Se vi sta chiedendo se può inserire il cellulare nella letterina per Babbo Natale, l’unica riposta di senso da dare è NO. Se rincalza la dose e prova a chiedervelo allora per la sua comunione che ci sarà la primavera prossima (si sa, loro sono bravissimi a portarsi avanti), l’unica risposta di senso da dare è sempre NO. E’ evidente, ormai mi state “sgamando”: come per un bambino il Natale è solo un pretesto per possedere l’agognato smartphone, e si appella ai vostri buoni sentimenti e al fatto che “a Natale siamo tutti più buoni”, anche io sto utilizzando la festività in arrivo come un pretesto per condividere con voi una mia preoccupazione e perplessità, sperando anche io di trovare un varco a cui appellarmi per farmi ascoltare: ma cosa ci fanno tutti quei bambini di 8 o 10 anni già col cellulare personale?

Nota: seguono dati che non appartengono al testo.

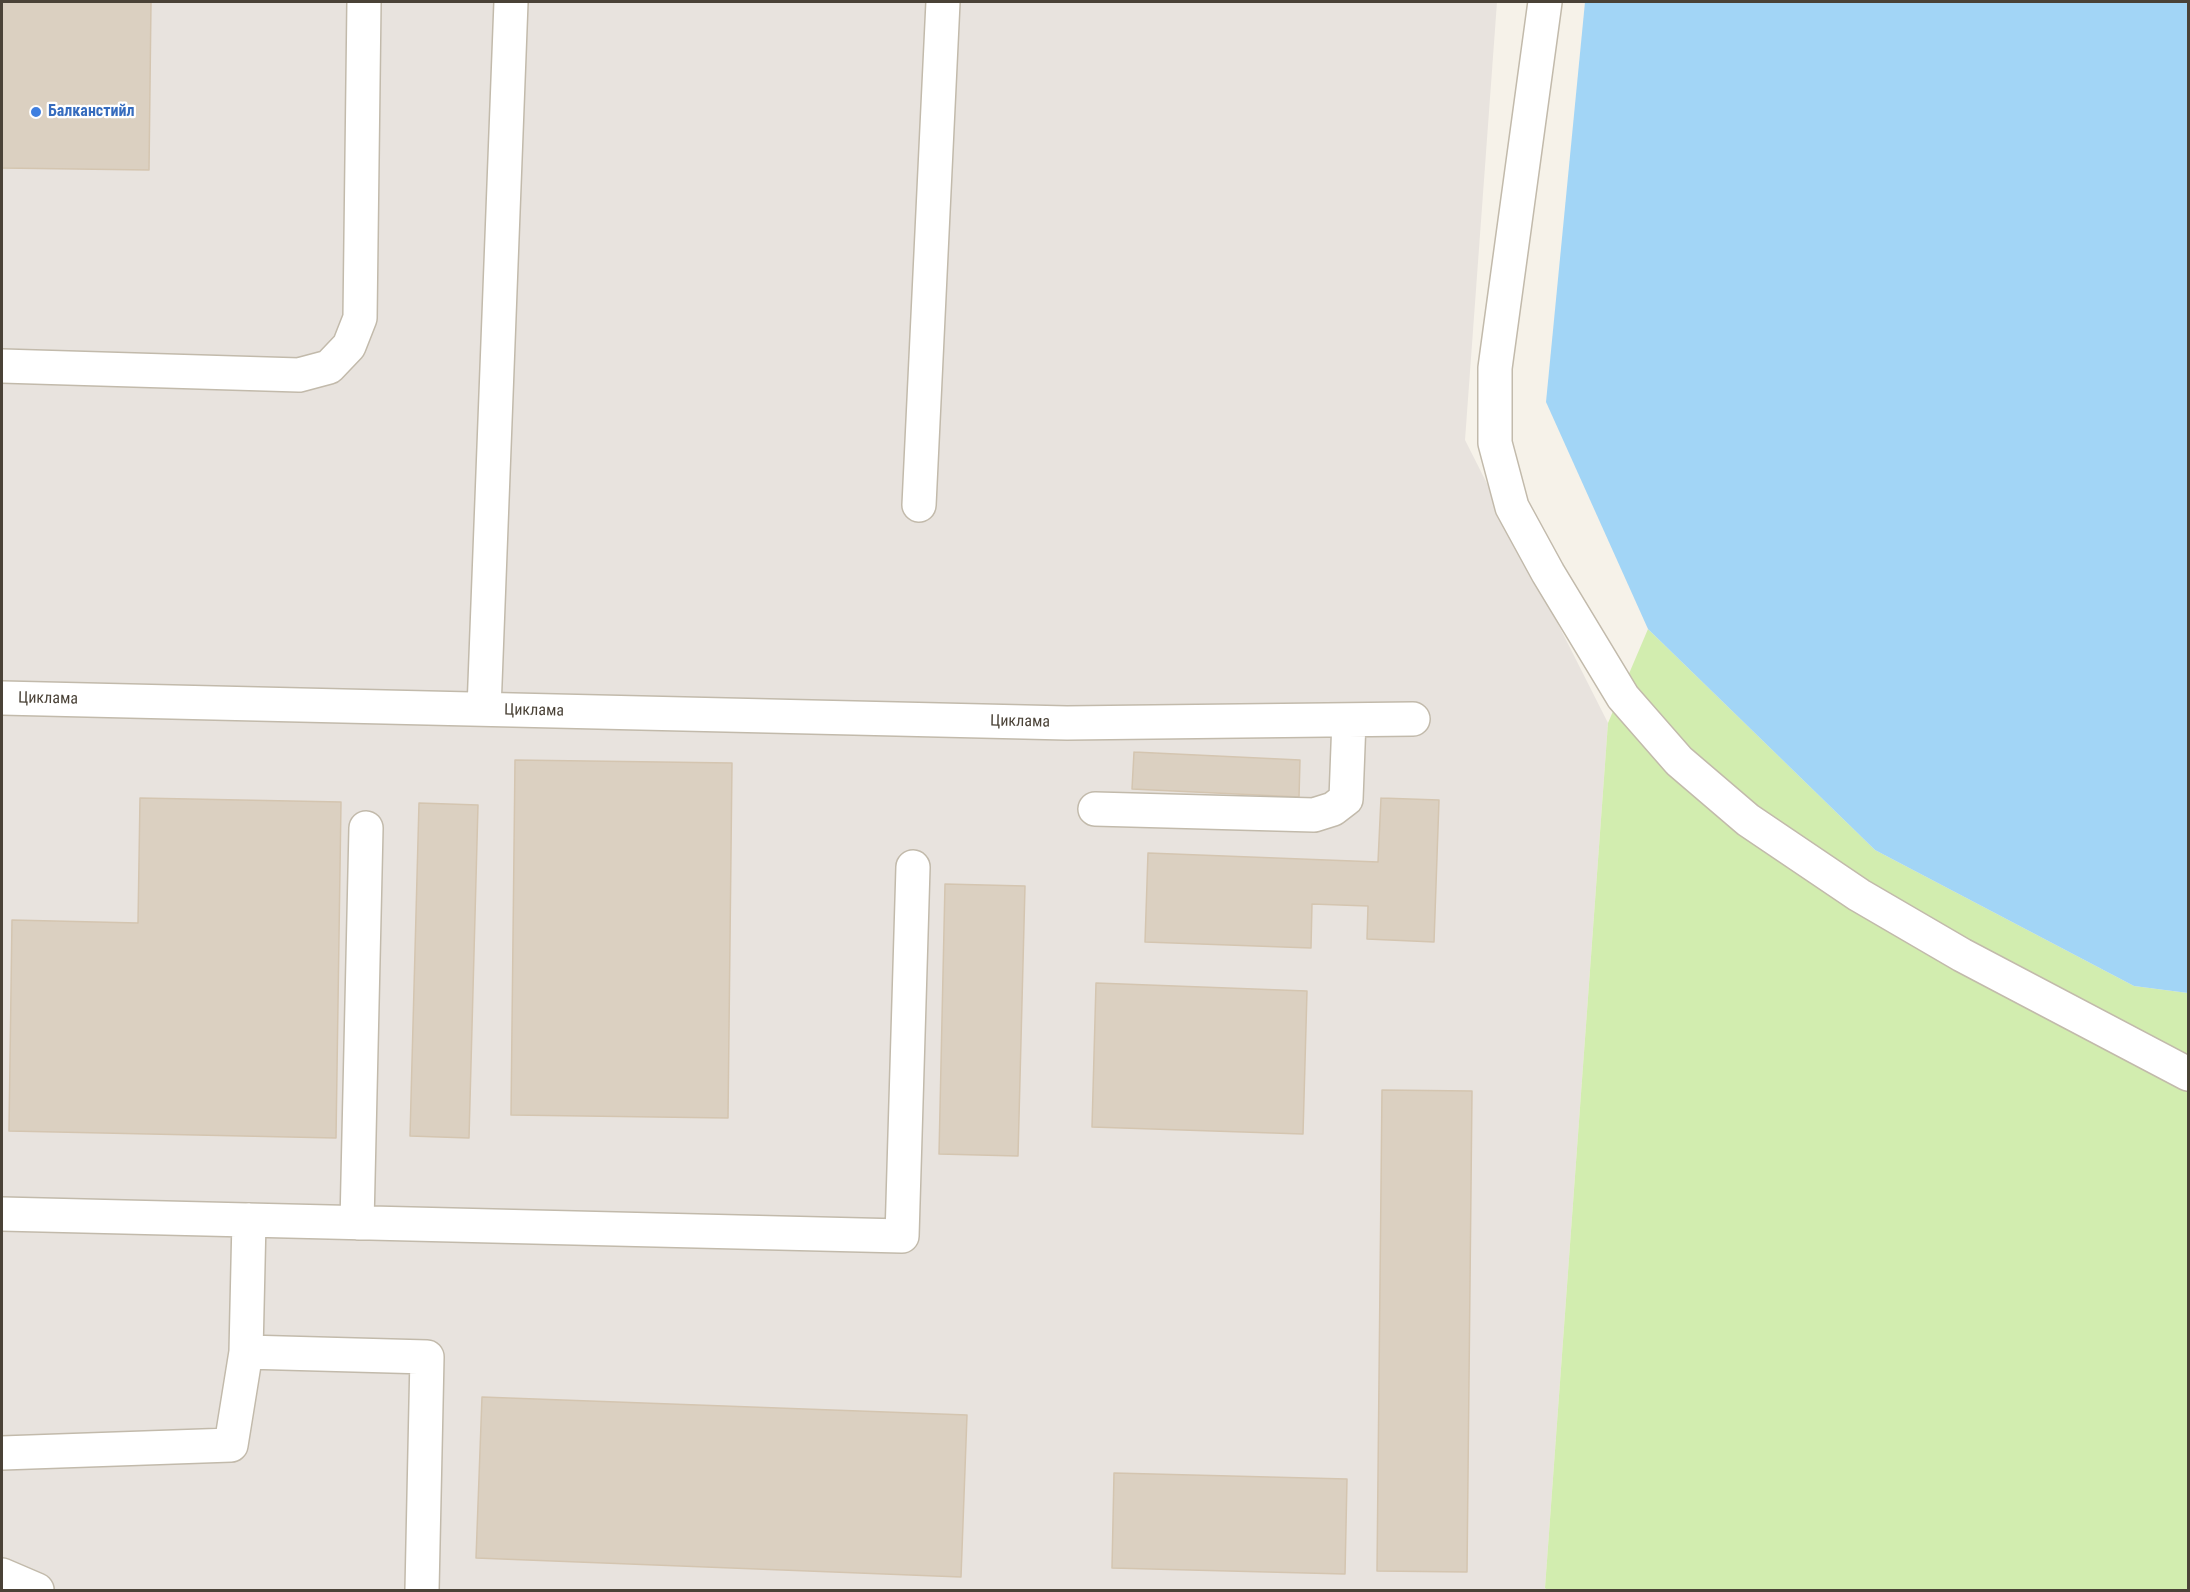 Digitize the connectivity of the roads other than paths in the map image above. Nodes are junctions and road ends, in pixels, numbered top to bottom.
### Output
1 (364, 2) edge
2 (511, 2) edge
3 (943, 2) edge
4 (1545, 2) edge
5 (2, 366) edge
6 (919, 505) dead end
7 (2, 698) edge
8 (484, 709) junction
9 (1413, 719) dead end
10 (1349, 720) junction
11 (1095, 809) dead end
12 (366, 828) dead end
13 (913, 867) dead end
14 (2188, 1074) edge
15 (2, 1214) edge
16 (249, 1220) junction
17 (357, 1222) junction
18 (246, 1352) junction
19 (2, 1453) edge
20 (2, 1575) edge
21 (37, 1590) edge
22 (422, 1590) edge

1 - 5 street
2 - 8 street
3 - 6 street
4 - 14 street
7 - 8 street, Циклама
8 - 10 street, Циклама
9 - 10 street, Циклама
10 - 11 street
12 - 17 street
13 - 17 street
15 - 16 street
16 - 17 street
16 - 18 street
18 - 19 street
18 - 22 street
20 - 21 street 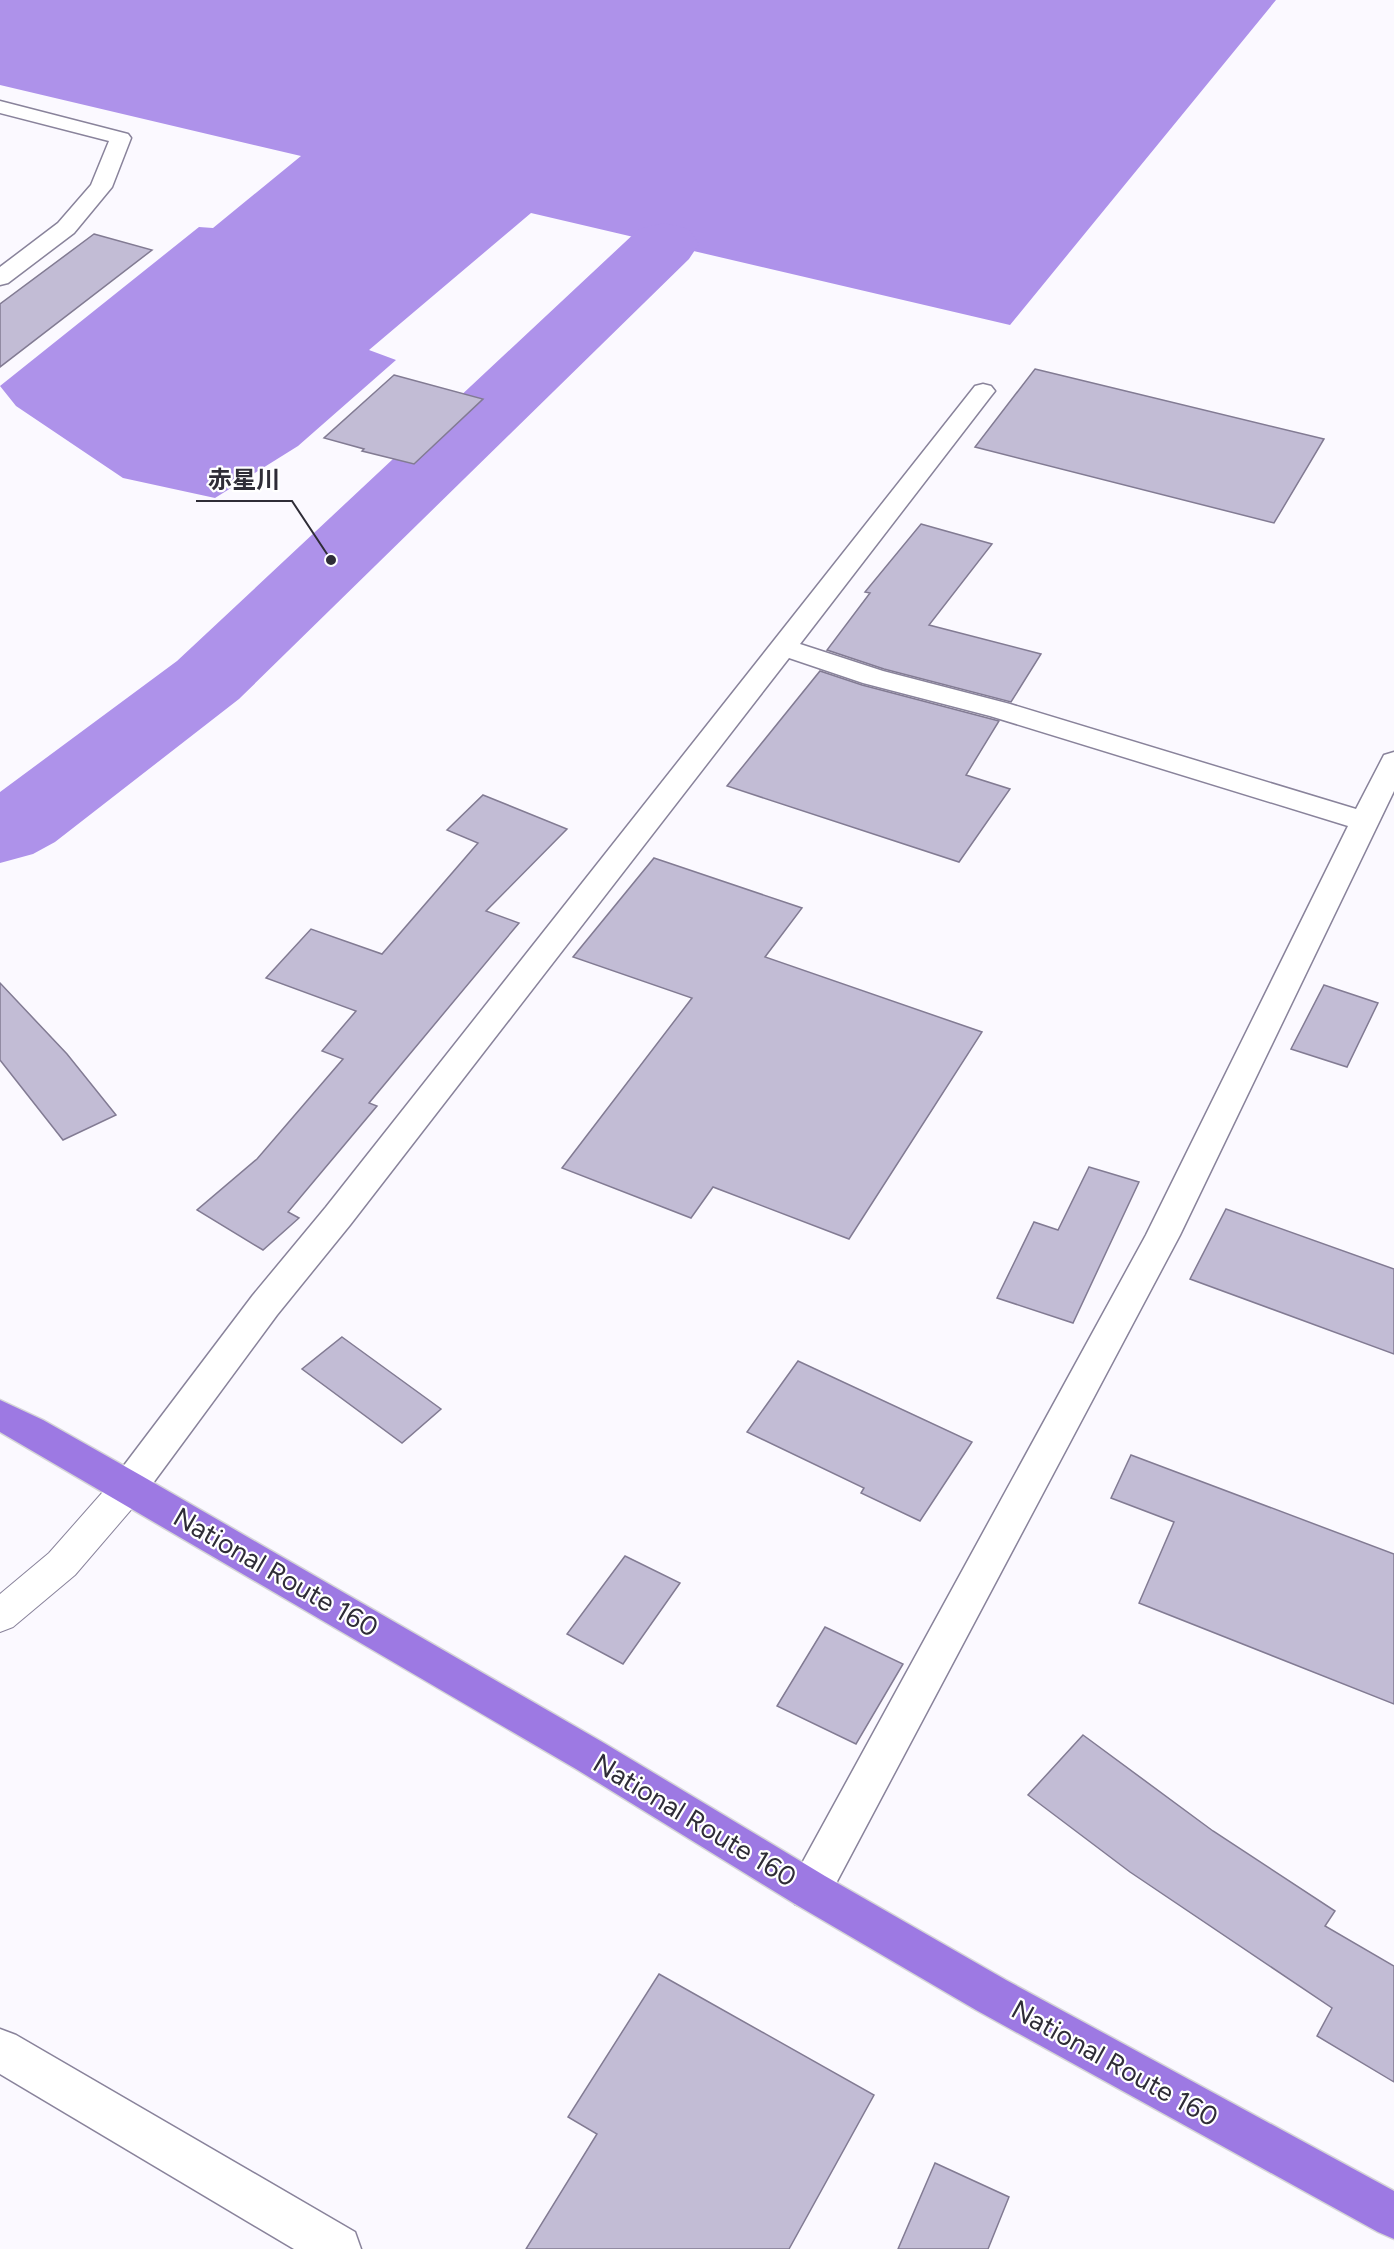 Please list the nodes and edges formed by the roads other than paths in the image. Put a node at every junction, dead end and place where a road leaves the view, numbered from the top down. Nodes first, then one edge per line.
1 (0, 108) edge
2 (0, 278) edge
3 (983, 391) dead end
4 (783, 647) junction
5 (1394, 761) edge
6 (1365, 821) junction
7 (0, 1415) edge
8 (129, 1487) junction
9 (0, 1616) edge
10 (810, 1890) junction
11 (0, 2050) edge
12 (1394, 2216) edge
13 (338, 2249) edge

1 - 2 street
3 - 4 street
4 - 6 street
4 - 8 street
5 - 6 street
6 - 10 street
7 - 8 highway, National Route 160
8 - 9 lane
8 - 10 highway, National Route 160
10 - 12 highway, National Route 160
11 - 13 street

Dobbiamo avere il coraggio di farci queste domande, provando a dare delle risposte, magari facendo una virata se ci siamo resi conto che stiamo prendendo la direzione sbagliata. I dati sono allarmanti: 8 bambini su 10 lo possiedono in quarta elementare! Se li guardate, mentre telefonano, fanno foto o, peggio, si fanno dei selfie, sembrano dei piccoli manager o delle mini modelle; in modo tenero e ridicolo, emulano gli atteggiamenti dei grandi, inconsapevolmente. Ma siamo noi che li abbiamo erroneamente “adultizzati”, perché quello smartphone nelle loro mani lo abbiamo messo noi, consapevolmente.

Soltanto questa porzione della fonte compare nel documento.